Competing Interests: I have read the journal's policy and the authors of this manuscript have the following competing interests: Jocelyn Faubert is director of the Visual Psychophysics and Perception Laboratory at the University of Montreal and he is the Chief Science Officer of CogniSens Athletics Inc. who produce the commercial version of the 3D-MOT program (NeuroTracker) used in this study. In this capacity, he holds shares in the company. Pierro Hirsch is a road safety researcher and driver training program developer at Virage Simulation Inc. who produces the commercial version of the driving simulator (VS500M) used in this study. Delphine Bernardin and Guillaume Giraudet are associated professors of the NSERC/Essilor Chair at the University of Montreal and are both employed by Essilor as research project managers. No author listed in the statement above contributed to data collection or analysis. This does not alter our adherence to PLOS ONE policies on sharing data and materials.

Figures

Fig 1
Fig 1. Image of the VS500M driving simulator and example of events belonging to the single visible conflict category within the Urban, Rural and Highway scenario.
The event displayed on the top right panel (i.e. Urban scenario) corresponds to a cyclist violating the red light. During the events displayed in the bottom left panel (i.e. Rural scenario) and in the bottom right panel (i.e. Highway scenario) a car gets out of the drive-way and comes into the trajectory of the participant's car. These three events differed slightly to avoid participants’ anticipation but belong to the same category of events. Each panel corresponds to a photograph of the simulator’s central screen.
Fig 2
Fig 2. Graphical representation of the correlational analysis on the aggregated dataset performed using hierarchical clustering analysis in the R statistical environment (R Development Core Team, 2008).

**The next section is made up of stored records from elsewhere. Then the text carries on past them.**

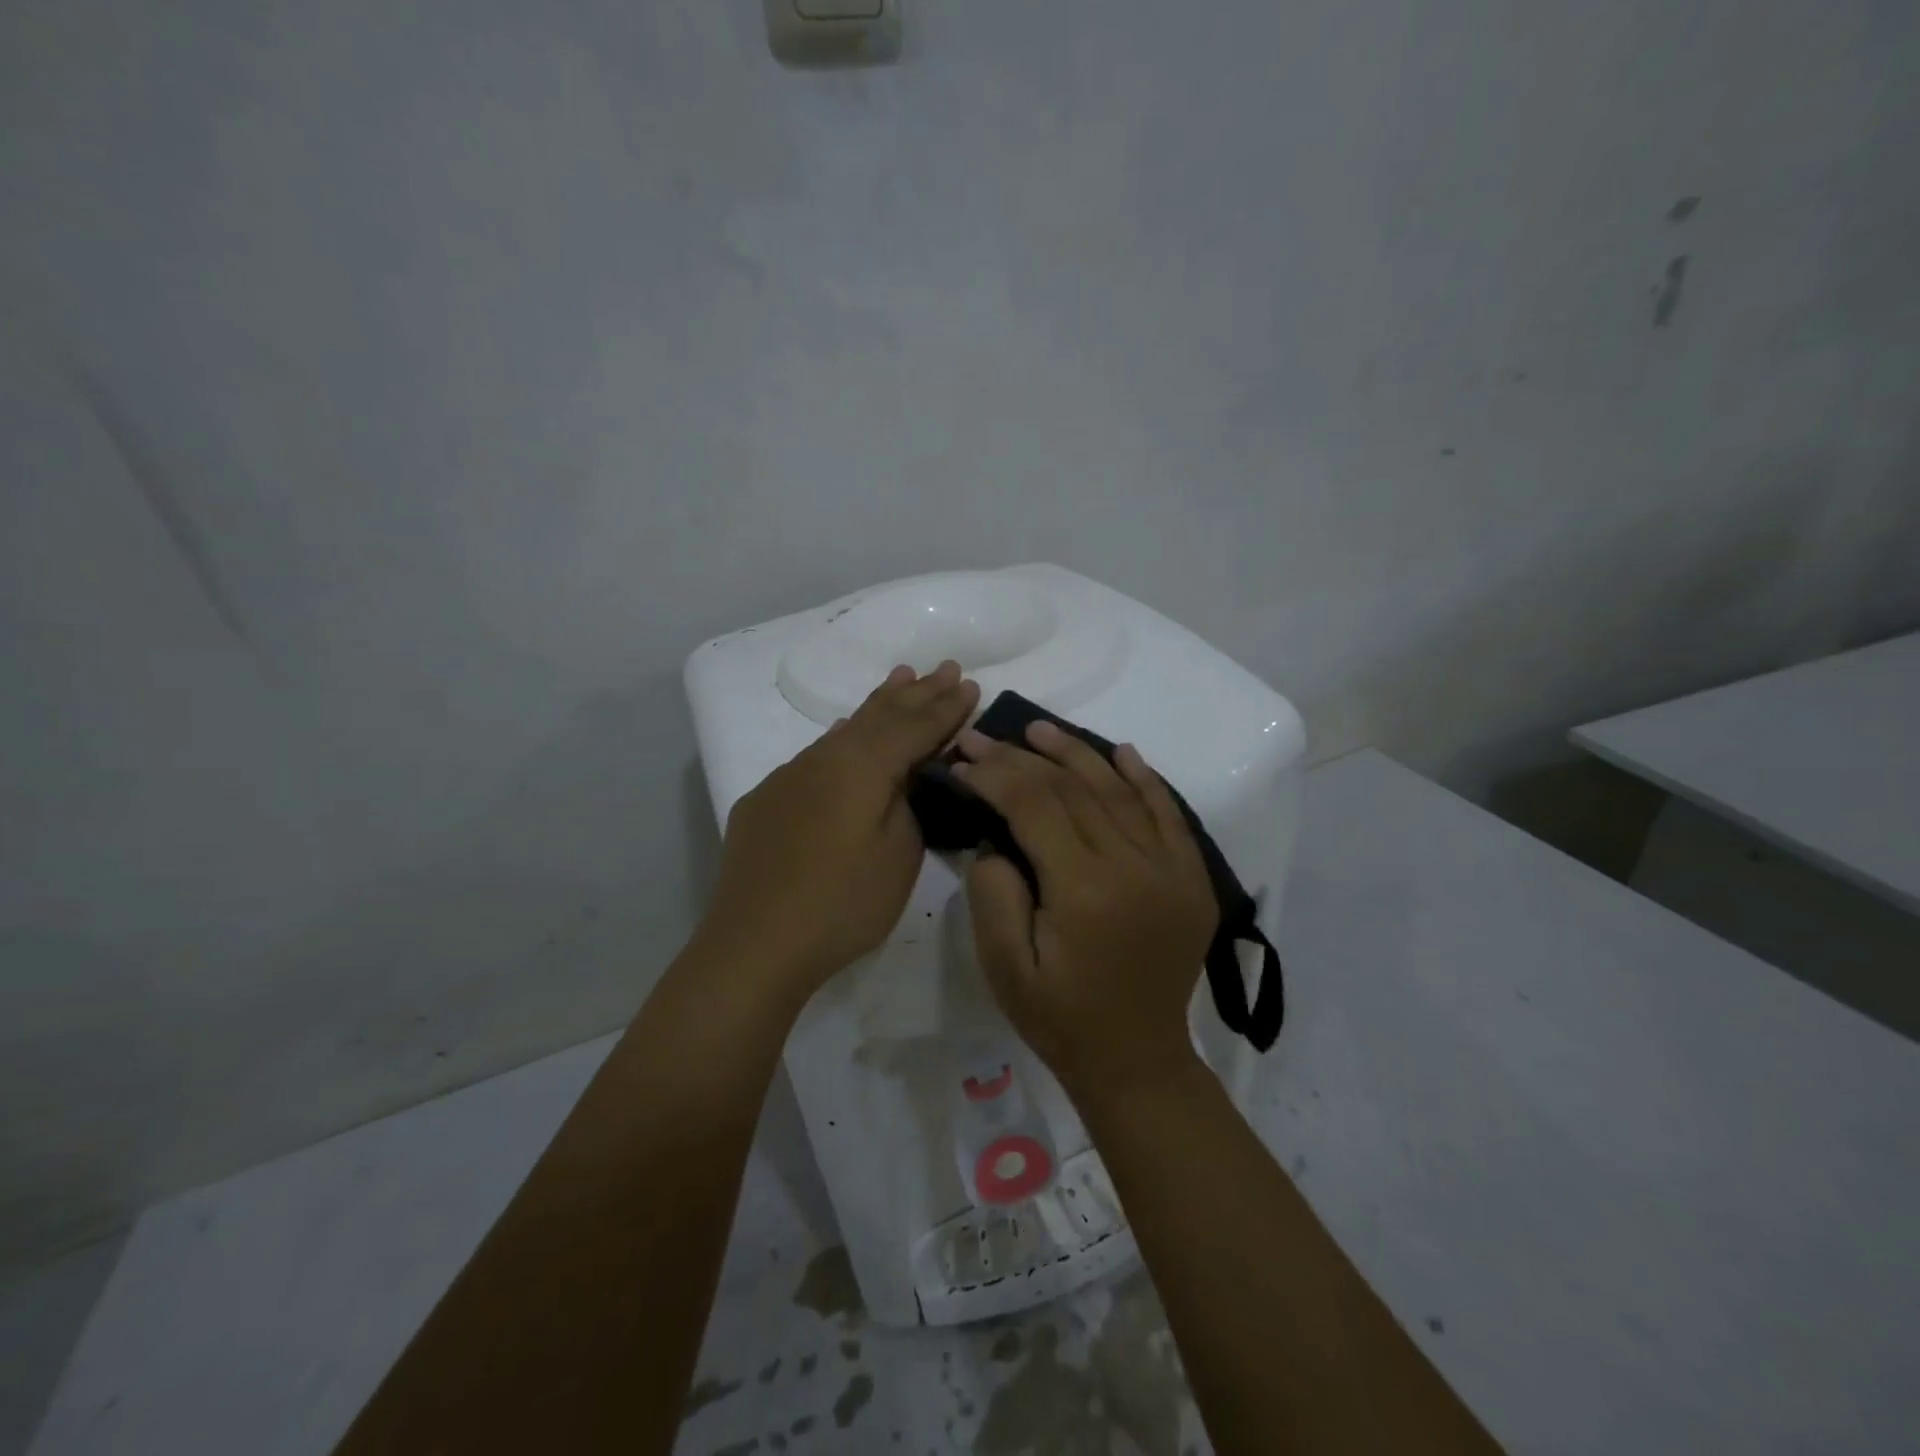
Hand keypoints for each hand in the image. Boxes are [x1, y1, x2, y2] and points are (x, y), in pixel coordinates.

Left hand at [702, 661, 979, 999]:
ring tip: (902, 677)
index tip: (970, 684)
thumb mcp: (899, 856)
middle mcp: (824, 758)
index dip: (946, 708)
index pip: (914, 727)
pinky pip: (817, 753)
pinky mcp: (767, 800)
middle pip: (880, 716)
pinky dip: (844, 735)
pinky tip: (847, 730)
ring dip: (879, 704)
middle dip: (917, 692)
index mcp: (862, 767)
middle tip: (945, 667)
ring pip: (845, 729)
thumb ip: (909, 804)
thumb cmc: (841, 904)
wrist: (754, 944)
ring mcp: (789, 776)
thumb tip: (905, 778)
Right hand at [955, 721, 1217, 1099]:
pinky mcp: (1191, 876)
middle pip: (1072, 790)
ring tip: (1037, 730)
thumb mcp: (1004, 967)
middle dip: (1020, 759)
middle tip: (982, 738)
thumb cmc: (1061, 1018)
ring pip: (1118, 790)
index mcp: (1086, 890)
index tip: (962, 760)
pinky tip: (1120, 751)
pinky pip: (1168, 812)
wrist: (1137, 1060)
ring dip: (1075, 753)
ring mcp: (1171, 868)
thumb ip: (993, 893)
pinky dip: (1142, 778)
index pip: (1034, 806)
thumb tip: (996, 838)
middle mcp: (1135, 867)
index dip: (994, 776)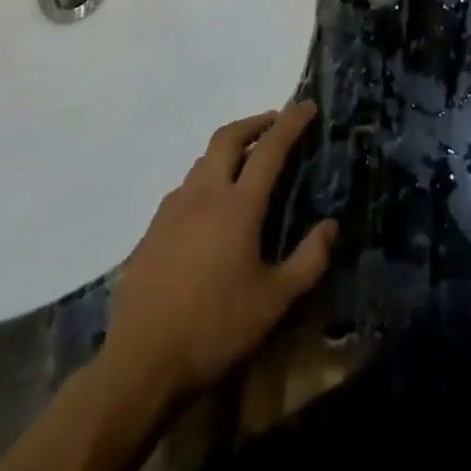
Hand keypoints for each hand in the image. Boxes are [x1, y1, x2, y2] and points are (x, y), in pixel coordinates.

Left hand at [103, 102, 337, 406]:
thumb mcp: (274, 303)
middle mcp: (204, 194)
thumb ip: (308, 261)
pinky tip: (207, 209)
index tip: (308, 105)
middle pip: (229, 137)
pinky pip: (183, 189)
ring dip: (227, 150)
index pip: (270, 148)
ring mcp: (173, 209)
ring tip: (243, 164)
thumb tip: (330, 225)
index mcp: (238, 205)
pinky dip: (203, 181)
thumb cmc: (214, 329)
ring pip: (202, 160)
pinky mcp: (152, 231)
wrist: (139, 364)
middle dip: (254, 122)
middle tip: (274, 123)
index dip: (291, 123)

The size and color of each circle represents the magnitude and the direction of the correlation, respectively. Note that only the significant correlations (p< .05) appear on this graphical representation. As a striking result, the data can be clearly shown to be distributed into two clusters: one with positive correlations centered on Mean Speed and the other with negative correlations between speed measures and distance measures.
Fig 3
Fig 3. Graphical representation of the hcluster correlation analysis on the ‘Urban Scenario’ dataset controlling for mean speed.
Only the significant correlations (p< .05) appear on this graphical representation.
Fig 4
Fig 4. Graphical representation of the hcluster correlation analysis computed in R on the ‘Highway scenario’ dataset controlling for mean speed.
Only the significant correlations (p< .05) appear on this graphical representation.
Fig 5
Fig 5. Graphical representation of the hcluster correlation analysis computed in R on the ‘Rural Scenario’ dataset controlling for mean speed.
Only the significant correlations (p< .05) appear on this graphical representation.
Fig 6
Fig 6. Correlation between NeuroTracker speed thresholds (represented in log units) and mean speeds naturally adopted in the rural scenario.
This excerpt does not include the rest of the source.